- **What to produce**: All that should be output is the block of lines below from the line with "wrist: (456, 227)" to the line with "pinky tip: (940, 836)", both included, exactly as written.

- **Given data**:
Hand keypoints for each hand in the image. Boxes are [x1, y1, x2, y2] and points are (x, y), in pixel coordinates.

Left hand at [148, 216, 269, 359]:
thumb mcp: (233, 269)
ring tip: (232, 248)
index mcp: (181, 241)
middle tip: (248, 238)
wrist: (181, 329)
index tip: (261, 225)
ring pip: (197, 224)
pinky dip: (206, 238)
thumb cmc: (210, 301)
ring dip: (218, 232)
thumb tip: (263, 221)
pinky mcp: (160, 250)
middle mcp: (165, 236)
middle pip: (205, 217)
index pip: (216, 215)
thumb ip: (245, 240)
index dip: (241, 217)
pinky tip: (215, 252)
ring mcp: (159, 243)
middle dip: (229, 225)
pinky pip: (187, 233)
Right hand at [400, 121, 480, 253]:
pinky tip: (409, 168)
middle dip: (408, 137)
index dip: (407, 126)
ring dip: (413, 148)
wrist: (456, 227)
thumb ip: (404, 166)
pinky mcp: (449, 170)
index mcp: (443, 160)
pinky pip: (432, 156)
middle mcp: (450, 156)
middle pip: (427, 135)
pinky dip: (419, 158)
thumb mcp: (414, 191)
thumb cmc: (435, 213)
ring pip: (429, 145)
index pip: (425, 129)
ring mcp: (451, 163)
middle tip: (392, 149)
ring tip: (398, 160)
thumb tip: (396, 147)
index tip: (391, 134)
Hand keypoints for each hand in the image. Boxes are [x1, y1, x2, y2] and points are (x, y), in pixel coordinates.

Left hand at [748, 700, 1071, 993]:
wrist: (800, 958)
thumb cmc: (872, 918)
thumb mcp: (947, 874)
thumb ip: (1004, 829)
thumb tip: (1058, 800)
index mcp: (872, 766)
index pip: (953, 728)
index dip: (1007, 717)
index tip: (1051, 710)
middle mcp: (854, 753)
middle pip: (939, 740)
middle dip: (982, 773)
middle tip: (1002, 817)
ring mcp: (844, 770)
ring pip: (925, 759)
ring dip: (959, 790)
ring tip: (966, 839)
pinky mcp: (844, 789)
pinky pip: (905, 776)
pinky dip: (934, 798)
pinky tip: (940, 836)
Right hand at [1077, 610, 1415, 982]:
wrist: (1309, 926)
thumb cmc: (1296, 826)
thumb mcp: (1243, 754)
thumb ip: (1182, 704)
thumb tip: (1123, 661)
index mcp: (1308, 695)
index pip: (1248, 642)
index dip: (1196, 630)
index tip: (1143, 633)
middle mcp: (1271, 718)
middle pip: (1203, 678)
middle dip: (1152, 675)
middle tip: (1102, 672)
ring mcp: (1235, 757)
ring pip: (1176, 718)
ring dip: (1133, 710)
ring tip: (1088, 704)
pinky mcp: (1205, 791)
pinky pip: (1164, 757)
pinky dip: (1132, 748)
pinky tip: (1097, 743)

- **Reply**:
wrist: (456, 227)
thumb ip: (404, 166)
pinky mcp: (449, 170)
index mcp: (443, 160)
pinky pip: (432, 156)
middle mcp: (450, 156)
middle pip: (427, 135)
pinky dip: (419, 158)
thumb mcp: (414, 191)
thumb cmc: (435, 213)
ring pip: (429, 145)
index pip: (425, 129)
ring mcp: (451, 163)
middle tip: (392, 149)
ring tip: (398, 160)
thumb tip: (396, 147)
index tip: (391, 134)
Hand keypoints for each hand in the image. Boxes are [x1, y1, x2, y2] and points are (x, y), in pixel coordinates.

Left hand at [748, 700, 1071, 993]:
wrist: (800, 958)
thumb cmc: (872, 918)
thumb mcp: (947, 874)
thumb ip: (1004, 829)
thumb tip: (1058, 800)
index mcp: (872, 766)
index pip: (953, 728)
index dip: (1007, 717)
index tip: (1051, 710)
middle mcp: (854, 753)
middle pip: (939, 740)
middle dip: (982, 773)
middle tip: (1002, 817)
ring mcp: (844, 770)
ring pip: (925, 759)
ring dip: (959, 790)
ring tip: (966, 839)
pinky mcp: (844, 789)
pinky pip: (905, 776)
pinky dip: (934, 798)
pinky tip: (940, 836)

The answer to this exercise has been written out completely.